> _Exercise description_: Exact copies of all the records are the expected output.

> _Excerpted data_:
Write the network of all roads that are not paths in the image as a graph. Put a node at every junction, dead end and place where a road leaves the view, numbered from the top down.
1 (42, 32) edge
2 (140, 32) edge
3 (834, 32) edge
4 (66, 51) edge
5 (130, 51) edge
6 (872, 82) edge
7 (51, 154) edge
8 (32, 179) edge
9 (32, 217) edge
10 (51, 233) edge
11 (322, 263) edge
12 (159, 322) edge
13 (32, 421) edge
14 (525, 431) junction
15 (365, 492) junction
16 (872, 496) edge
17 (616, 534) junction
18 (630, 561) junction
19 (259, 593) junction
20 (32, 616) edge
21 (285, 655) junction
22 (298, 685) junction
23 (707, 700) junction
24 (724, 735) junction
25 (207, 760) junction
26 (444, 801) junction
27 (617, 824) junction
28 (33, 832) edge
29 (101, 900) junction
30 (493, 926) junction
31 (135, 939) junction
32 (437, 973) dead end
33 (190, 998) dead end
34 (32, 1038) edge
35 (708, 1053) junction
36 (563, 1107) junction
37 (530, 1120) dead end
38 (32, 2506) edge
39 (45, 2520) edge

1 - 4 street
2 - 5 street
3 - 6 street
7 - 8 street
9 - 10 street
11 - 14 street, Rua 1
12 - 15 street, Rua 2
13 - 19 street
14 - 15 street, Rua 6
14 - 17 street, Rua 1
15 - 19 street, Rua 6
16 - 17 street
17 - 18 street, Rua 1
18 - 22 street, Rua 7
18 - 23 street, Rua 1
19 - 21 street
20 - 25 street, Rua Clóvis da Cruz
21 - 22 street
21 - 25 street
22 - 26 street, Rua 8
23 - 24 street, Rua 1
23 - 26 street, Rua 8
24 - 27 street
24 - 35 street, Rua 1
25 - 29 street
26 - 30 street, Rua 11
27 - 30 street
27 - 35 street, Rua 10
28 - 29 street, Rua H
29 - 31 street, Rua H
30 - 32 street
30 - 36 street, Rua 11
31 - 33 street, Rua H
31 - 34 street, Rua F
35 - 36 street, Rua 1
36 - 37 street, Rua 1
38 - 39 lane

> _Solution for this exercise_:
Write the network of all roads that are not paths in the image as a graph. Put a node at every junction, dead end and place where a road leaves the view, numbered from the top down.
1 (42, 32) edge
2 (140, 32) edge
3 (834, 32) edge
4 (66, 51) edge
5 (130, 51) edge
6 (872, 82) edge
7 (51, 154) edge
8 (32, 179) edge
9 (32, 217) edge
10 (51, 233) edge
11 (322, 263) edge
12 (159, 322) edge
13 (32, 421) edge
14 (525, 431) junction
15 (365, 492) junction
16 (872, 496) edge
17 (616, 534) junction
18 (630, 561) junction
19 (259, 593) junction
20 (32, 616) edge
21 (285, 655) junction
22 (298, 685) junction
23 (707, 700) junction
24 (724, 735) junction
25 (207, 760) junction
26 (444, 801) junction
27 (617, 824) junction
28 (33, 832) edge
29 (101, 900) junction
30 (493, 926) junction
31 (135, 939) junction
32 (437, 973) dead end
33 (190, 998) dead end
34 (32, 1038) edge
35 (708, 1053) junction
36 (563, 1107) junction
37 (530, 1120) dead end
38 (32, 2506) edge
39 (45, 2520) edge

1 - 4 street
2 - 5 street
3 - 6 street
7 - 8 street
9 - 10 street
11 - 14 street, Rua 1
12 - 15 street, Rua 2
13 - 19 street
14 - 15 street, Rua 6
14 - 17 street, Rua 1
15 - 19 street, Rua 6
16 - 17 street
17 - 18 street, Rua 1
18 - 22 street, Rua 7
18 - 23 street, Rua 1
19 - 21 street
20 - 25 street, Rua Clóvis da Cruz
21 - 22 street
21 - 25 street
22 - 26 street, Rua 8
23 - 24 street, Rua 1
23 - 26 street, Rua 8
24 - 27 street
24 - 35 street, Rua 1
25 - 29 street
26 - 30 street, Rua 11
27 - 30 street
27 - 35 street, Rua 10
28 - 29 street, Rua H
29 - 31 street, Rua H
30 - 32 street
30 - 36 street, Rua 11
31 - 33 street, Rua H
31 - 34 street, Rua F
35 - 36 street, Rua 1
36 - 37 street, Rua 1
38 - 39 lane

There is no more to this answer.